Your objective:
Write the entries again exactly, with no line missing.

□ □ □ □ □

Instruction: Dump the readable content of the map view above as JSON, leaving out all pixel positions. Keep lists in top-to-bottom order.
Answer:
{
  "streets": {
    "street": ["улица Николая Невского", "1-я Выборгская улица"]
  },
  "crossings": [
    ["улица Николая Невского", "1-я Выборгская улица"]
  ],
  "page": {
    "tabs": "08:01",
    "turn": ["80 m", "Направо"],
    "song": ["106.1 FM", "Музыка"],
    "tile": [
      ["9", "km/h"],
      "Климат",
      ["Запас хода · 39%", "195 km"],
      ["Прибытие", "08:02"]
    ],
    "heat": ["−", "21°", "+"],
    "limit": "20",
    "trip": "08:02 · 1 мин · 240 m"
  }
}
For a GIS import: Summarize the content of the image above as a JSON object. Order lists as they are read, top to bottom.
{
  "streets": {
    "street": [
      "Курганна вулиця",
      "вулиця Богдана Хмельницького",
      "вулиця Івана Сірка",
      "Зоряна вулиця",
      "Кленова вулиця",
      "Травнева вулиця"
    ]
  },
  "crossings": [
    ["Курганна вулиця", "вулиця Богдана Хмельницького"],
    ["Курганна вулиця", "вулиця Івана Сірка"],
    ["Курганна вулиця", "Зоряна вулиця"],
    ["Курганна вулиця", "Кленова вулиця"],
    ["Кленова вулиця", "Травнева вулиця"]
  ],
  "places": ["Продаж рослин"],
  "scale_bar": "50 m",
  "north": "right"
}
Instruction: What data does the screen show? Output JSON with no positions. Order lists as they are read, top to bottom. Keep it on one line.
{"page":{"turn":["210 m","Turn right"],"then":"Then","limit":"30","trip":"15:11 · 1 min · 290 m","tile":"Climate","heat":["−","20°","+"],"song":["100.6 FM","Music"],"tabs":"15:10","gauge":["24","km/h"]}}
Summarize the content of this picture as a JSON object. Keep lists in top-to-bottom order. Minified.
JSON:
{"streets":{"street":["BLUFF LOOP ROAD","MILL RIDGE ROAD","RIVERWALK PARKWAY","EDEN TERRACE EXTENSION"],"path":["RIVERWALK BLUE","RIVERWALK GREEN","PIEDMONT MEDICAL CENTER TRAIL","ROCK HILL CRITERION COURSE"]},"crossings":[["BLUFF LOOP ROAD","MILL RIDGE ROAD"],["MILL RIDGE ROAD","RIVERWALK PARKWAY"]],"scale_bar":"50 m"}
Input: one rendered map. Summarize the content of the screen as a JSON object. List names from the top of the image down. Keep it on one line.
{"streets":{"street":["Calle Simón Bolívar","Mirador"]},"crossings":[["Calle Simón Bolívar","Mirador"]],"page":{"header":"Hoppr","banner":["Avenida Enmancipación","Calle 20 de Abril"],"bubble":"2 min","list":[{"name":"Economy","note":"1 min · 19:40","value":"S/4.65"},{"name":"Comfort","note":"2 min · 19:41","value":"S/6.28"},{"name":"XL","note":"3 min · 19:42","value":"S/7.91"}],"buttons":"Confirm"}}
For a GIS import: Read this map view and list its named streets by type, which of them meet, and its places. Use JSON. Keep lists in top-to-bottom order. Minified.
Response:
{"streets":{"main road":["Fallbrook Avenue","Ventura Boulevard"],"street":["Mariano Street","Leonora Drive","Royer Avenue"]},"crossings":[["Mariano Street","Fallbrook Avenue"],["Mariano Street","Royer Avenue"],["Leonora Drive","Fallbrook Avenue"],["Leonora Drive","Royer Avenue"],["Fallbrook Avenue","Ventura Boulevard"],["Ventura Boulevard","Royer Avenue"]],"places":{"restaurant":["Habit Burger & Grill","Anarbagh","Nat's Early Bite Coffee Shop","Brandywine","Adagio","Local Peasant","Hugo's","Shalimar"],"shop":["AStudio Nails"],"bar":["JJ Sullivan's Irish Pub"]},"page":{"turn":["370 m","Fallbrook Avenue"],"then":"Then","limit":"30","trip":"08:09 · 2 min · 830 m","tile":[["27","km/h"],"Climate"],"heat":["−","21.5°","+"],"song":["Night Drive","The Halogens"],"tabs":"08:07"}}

□ □ □ □ □

Task answer:
Instruction: Dump the readable content of the map view above as JSON, leaving out all pixel positions. Keep lists in top-to-bottom order.
Answer:
{
  "streets": {
    "street": ["улица Николая Невского", "1-я Выборгская улица"]
  },
  "crossings": [
    ["улица Николая Невского", "1-я Выборгская улица"]
  ],
  "page": {
    "tabs": "08:01",
    "turn": ["80 m", "Направо"],
    "song": ["106.1 FM", "Музыка"],
    "tile": [
      ["9", "km/h"],
      "Климат",
      ["Запас хода · 39%", "195 km"],
      ["Прибытие", "08:02"]
    ],
    "heat": ["−", "21°", "+"],
    "limit": "20",
    "trip": "08:02 · 1 мин · 240 m"
  }
}
For a GIS import: Summarize the content of the image above as a JSON object. Order lists as they are read, top to bottom.
{
  "streets": {
    "street": [
      "Курганна вулиця",
      "вулиця Богдана Хмельницького",
      "вулиця Івана Сірка",
      "Зоряна вулиця",
      "Кленова вулиця",
      "Травнева вулиця"
    ]
  },
  "crossings": [
    ["Курганна вулиця", "вулиця Богдана Хмельницького"],
    ["Курганна вулиця", "вулиця Івана Сірка"],
    ["Курганна вулиця", "Зоряна вулиця"],
    ["Курганна вулиця", "Кленова вулиця"],
    ["Кленова вулиця", "Травнева вулиця"]
  ],
  "places": ["Продаж рослин"],
  "scale_bar": "50 m",
  "north": "right"
}
Instruction: What data does the screen show? Output JSON with no positions. Order lists as they are read, top to bottom. Keep it on one line.
{"page":{"turn":["210 m","Turn right"],"then":"Then","limit":"30","trip":"15:11 · 1 min · 290 m","tile":"Climate","heat":["−","20°","+"],"song":["100.6 FM","Music"],"tabs":"15:10","gauge":["24","km/h"]}}
Summarize the content of this picture as a JSON object. Keep lists in top-to-bottom order. Minified.
JSON:
{"streets":{"street":["BLUFF LOOP ROAD","MILL RIDGE ROAD","RIVERWALK PARKWAY","EDEN TERRACE EXTENSION"],"path":["RIVERWALK BLUE","RIVERWALK GREEN","PIEDMONT MEDICAL CENTER TRAIL","ROCK HILL CRITERION COURSE"]},"crossings":[["BLUFF LOOP ROAD","MILL RIDGE ROAD"],["MILL RIDGE ROAD","RIVERWALK PARKWAY"]],"scale_bar":"50 m"}
Input: one rendered map. Summarize the content of the screen as a JSON object. List names from the top of the image down. Keep it on one line.
{"streets":{"street":["Calle Simón Bolívar","Mirador"]},"crossings":[["Calle Simón Bolívar","Mirador"]],"page":{"header":"Hoppr","banner":["Avenida Enmancipación","Calle 20 de Abril"],"bubble":"2 min","list":[{"name":"Economy","note":"1 min · 19:40","value":"S/4.65"},{"name":"Comfort","note":"2 min · 19:41","value":"S/6.28"},{"name":"XL","note":"3 min · 19:42","value":"S/7.91"}],"buttons":"Confirm"}}
For a GIS import: Read this map view and list its named streets by type, which of them meet, and its places. Use JSON. Keep lists in top-to-bottom order. Minified.
Response:
{"streets":{"main road":["Fallbrook Avenue","Ventura Boulevard"],"street":["Mariano Street","Leonora Drive","Royer Avenue"]},"crossings":[["Mariano Street","Fallbrook Avenue"],["Mariano Street","Royer Avenue"],["Leonora Drive","Fallbrook Avenue"],["Leonora Drive","Royer Avenue"],["Fallbrook Avenue","Ventura Boulevard"],["Ventura Boulevard","Royer Avenue"]],"places":{"restaurant":["Habit Burger & Grill","Anarbagh","Nat's Early Bite Coffee Shop","Brandywine","Adagio","Local Peasant","Hugo's","Shalimar"],"shop":["AStudio Nails"],"bar":["JJ Sullivan's Irish Pub"]},"page":{"turn":["370 m","Fallbrook Avenue"],"then":"Then","limit":"30","trip":"08:09 · 2 min · 830 m","tile":[["27","km/h"],"Climate"],"heat":["−","21.5°","+"],"song":["Night Drive","The Halogens"],"tabs":"08:07"}}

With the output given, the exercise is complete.